◆ What is being asked ◆
Give only the number of lines in the records that include the string "Kingswear".

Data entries

▽

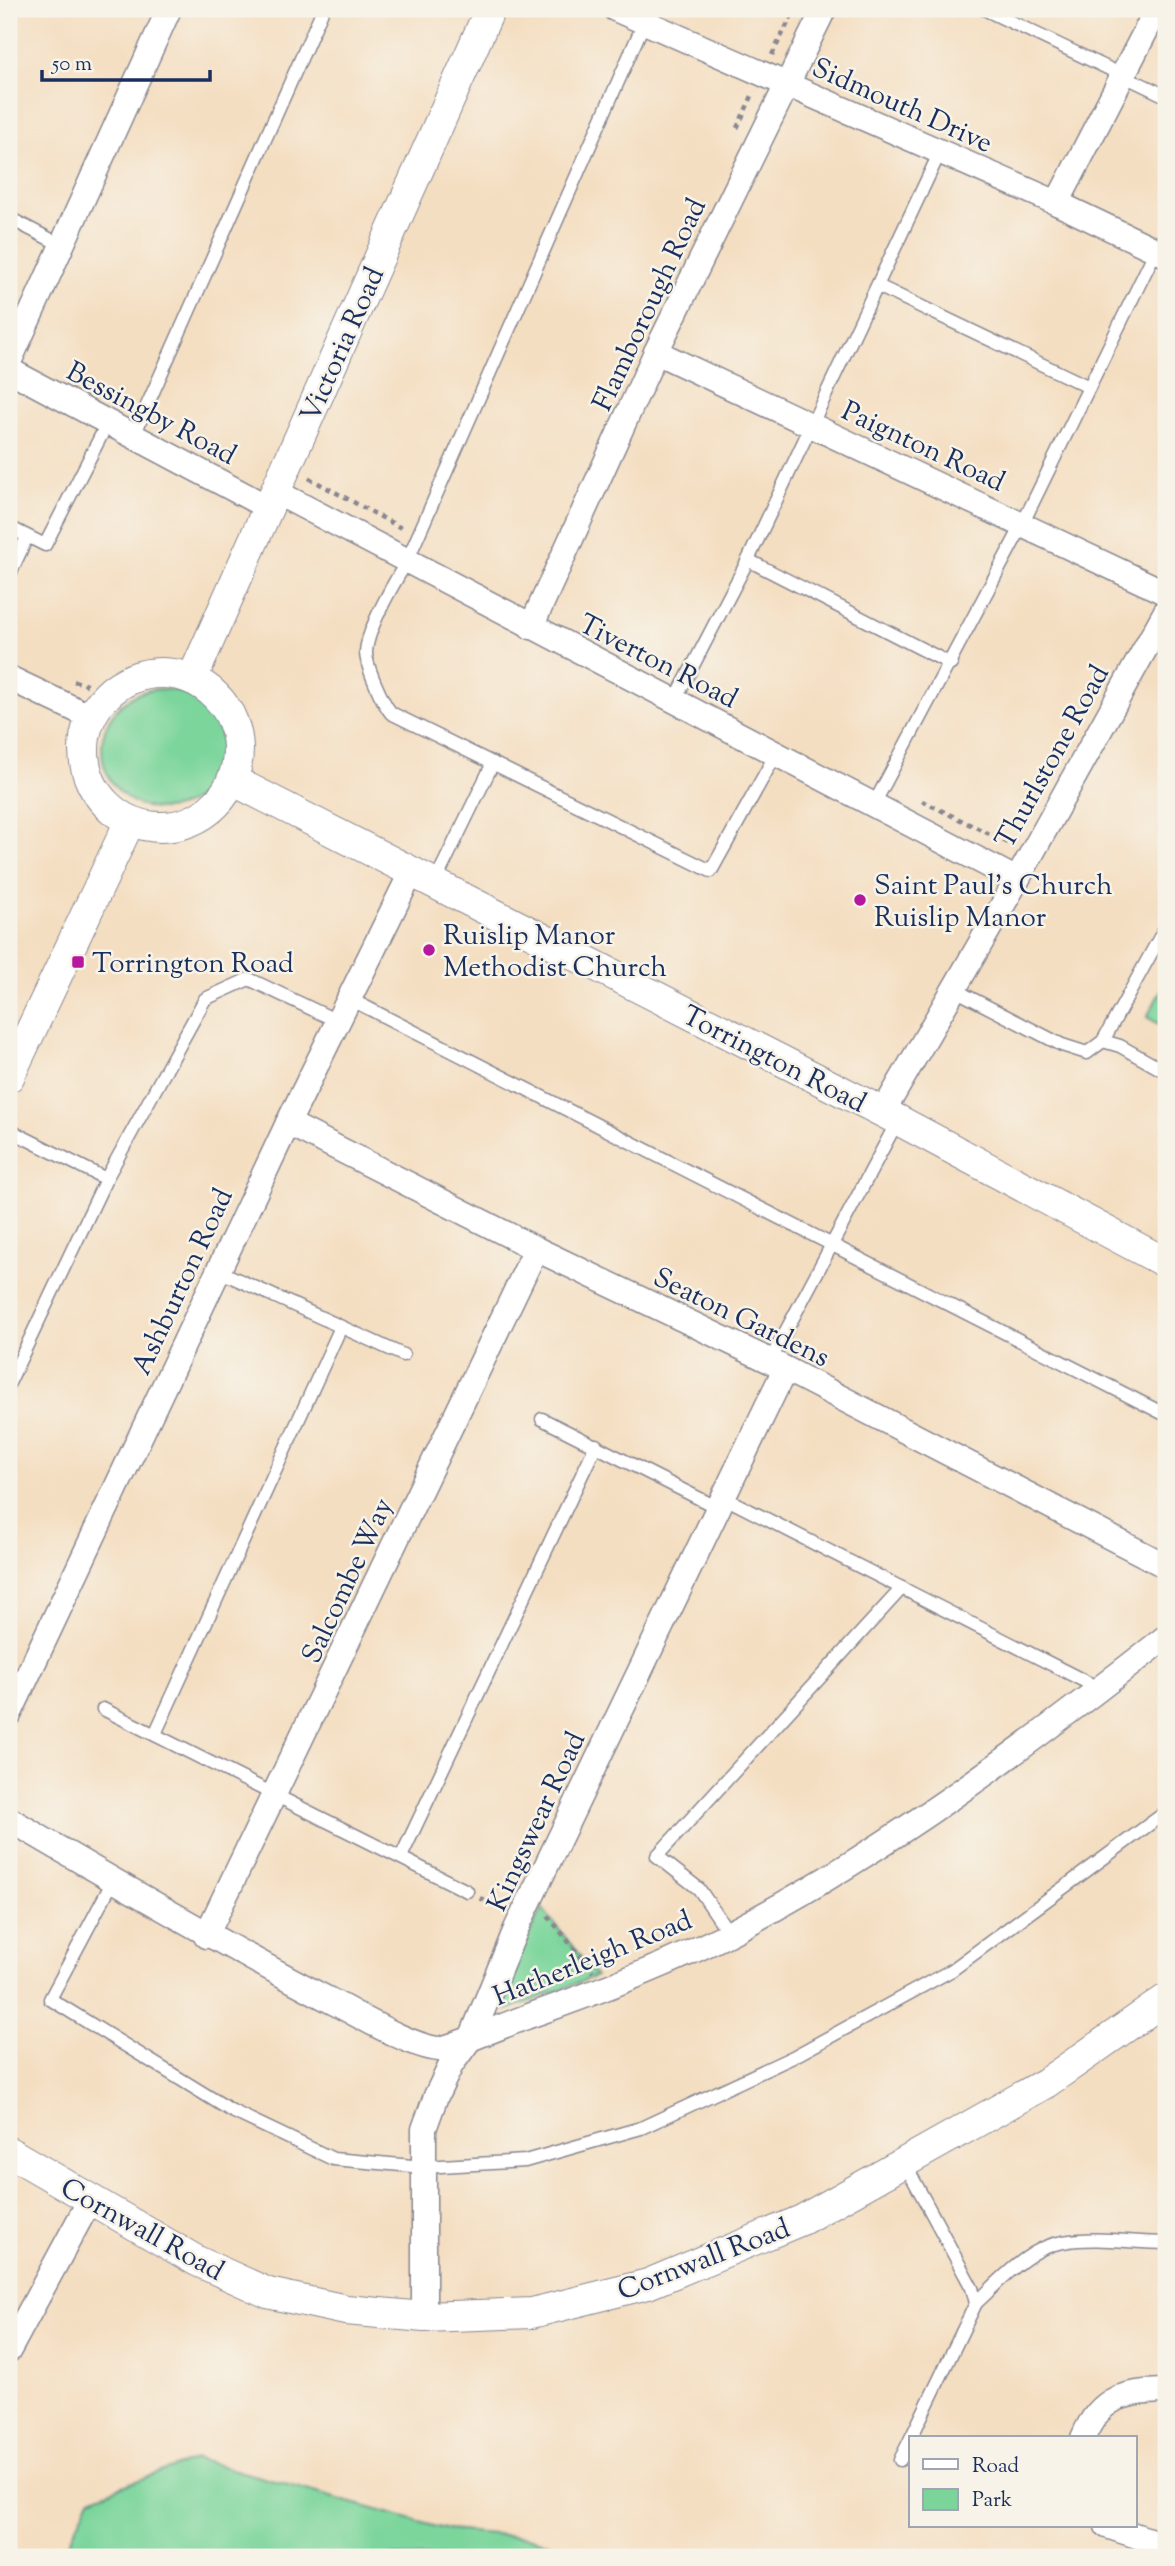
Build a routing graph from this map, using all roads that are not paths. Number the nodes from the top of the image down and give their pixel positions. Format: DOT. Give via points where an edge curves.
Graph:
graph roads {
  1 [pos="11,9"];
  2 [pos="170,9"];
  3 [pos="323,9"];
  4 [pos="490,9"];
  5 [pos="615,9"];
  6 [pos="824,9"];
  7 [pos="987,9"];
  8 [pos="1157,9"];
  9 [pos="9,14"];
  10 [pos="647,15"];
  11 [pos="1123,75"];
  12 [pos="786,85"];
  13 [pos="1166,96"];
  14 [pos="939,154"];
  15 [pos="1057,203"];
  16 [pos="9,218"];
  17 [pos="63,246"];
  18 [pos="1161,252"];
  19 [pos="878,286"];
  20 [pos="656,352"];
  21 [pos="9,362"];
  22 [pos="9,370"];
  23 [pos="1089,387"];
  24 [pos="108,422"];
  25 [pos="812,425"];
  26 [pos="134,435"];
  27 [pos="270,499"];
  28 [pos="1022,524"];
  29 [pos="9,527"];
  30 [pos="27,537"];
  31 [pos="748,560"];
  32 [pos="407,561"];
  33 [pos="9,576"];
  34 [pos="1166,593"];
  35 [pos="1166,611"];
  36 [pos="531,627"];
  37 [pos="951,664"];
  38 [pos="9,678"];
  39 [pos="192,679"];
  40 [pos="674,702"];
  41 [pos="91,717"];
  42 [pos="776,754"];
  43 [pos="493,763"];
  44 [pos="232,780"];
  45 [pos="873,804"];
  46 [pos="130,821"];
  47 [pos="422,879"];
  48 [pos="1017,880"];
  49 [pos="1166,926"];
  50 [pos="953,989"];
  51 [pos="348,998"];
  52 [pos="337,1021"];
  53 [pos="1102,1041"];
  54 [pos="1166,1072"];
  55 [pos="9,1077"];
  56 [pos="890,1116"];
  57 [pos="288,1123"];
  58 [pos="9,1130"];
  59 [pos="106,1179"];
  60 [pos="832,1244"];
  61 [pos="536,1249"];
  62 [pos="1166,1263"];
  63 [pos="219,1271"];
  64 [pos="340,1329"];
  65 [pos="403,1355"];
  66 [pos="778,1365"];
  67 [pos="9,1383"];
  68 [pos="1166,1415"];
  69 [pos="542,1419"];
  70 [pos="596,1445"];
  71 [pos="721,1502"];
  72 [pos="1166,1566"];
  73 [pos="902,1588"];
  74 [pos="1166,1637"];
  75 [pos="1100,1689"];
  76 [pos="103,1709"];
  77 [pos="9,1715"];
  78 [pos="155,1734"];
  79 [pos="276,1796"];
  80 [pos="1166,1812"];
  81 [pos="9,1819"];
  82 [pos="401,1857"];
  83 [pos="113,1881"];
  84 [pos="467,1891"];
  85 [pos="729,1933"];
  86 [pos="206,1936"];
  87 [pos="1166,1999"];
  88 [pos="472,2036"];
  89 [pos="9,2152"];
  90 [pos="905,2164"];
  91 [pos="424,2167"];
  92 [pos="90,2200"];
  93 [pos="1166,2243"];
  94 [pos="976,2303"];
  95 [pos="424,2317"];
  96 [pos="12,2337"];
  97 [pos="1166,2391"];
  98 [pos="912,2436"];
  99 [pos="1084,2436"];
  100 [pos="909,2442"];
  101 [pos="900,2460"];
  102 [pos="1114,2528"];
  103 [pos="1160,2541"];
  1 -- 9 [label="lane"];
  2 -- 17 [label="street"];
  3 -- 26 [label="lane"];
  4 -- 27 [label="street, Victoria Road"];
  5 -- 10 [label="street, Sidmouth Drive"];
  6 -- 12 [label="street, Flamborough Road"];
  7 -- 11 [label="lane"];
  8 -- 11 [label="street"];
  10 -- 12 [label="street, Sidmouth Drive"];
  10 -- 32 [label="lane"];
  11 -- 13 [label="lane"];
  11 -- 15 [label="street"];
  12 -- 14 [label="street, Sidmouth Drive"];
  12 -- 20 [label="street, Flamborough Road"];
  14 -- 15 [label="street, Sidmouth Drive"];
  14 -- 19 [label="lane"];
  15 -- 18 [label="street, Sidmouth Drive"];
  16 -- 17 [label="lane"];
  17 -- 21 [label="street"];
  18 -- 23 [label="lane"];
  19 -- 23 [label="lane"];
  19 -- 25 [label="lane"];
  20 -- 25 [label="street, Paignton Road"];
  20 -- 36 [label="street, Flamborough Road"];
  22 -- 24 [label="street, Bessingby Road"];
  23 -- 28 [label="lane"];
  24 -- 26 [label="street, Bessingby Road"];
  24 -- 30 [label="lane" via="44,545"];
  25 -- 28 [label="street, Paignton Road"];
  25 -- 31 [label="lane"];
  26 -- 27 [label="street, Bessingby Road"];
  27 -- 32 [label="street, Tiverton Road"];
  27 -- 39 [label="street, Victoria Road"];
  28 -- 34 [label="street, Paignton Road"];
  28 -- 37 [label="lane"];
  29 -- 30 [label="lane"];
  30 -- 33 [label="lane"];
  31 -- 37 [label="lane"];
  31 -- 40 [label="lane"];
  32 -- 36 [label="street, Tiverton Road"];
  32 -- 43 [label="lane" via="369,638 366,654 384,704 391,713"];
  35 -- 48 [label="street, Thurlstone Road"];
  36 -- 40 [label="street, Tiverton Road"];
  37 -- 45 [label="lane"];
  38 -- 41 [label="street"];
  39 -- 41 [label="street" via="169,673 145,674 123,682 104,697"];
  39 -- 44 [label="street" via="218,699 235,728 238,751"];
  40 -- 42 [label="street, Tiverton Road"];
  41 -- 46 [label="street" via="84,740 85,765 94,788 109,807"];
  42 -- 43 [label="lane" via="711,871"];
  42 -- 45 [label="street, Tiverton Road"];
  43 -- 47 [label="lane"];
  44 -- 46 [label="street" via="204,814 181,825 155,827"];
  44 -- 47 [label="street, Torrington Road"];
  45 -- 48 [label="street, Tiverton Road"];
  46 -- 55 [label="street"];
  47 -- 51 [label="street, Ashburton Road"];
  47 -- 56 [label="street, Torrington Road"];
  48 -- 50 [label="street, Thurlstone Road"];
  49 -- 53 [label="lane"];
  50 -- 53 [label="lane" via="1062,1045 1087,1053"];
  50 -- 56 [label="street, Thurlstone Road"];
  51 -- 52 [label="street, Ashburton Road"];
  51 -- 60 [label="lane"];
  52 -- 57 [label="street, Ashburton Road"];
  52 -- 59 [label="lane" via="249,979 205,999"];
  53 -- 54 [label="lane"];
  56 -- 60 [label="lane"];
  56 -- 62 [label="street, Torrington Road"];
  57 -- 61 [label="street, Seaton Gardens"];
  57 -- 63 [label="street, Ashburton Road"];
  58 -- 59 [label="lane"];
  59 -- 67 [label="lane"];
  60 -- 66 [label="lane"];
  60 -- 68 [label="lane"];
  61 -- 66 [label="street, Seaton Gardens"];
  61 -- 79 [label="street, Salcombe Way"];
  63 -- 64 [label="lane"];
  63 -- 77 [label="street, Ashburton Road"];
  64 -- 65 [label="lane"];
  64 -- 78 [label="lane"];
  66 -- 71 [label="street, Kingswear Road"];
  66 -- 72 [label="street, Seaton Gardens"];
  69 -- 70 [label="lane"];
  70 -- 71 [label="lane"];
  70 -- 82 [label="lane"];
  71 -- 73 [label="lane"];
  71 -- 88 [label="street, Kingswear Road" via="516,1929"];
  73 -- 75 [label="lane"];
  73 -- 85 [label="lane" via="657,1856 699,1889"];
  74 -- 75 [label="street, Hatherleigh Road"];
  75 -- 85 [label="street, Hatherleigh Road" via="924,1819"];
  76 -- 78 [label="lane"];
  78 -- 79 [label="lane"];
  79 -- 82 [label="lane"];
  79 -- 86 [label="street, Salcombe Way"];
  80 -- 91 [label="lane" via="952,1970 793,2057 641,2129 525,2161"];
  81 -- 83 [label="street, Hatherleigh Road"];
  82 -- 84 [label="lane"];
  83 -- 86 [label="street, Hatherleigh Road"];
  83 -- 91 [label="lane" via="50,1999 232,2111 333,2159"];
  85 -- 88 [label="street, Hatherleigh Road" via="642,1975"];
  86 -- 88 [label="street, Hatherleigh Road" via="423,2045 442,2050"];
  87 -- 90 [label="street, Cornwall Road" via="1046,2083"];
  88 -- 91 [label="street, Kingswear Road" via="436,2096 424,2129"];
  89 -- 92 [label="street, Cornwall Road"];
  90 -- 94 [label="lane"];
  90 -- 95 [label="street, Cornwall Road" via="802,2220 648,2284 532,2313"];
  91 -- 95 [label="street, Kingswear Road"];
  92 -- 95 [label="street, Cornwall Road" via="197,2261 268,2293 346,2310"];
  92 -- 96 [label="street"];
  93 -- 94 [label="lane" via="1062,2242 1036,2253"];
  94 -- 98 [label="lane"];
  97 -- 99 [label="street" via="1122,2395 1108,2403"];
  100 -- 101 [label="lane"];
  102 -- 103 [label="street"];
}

△

◆ Result below ◆
4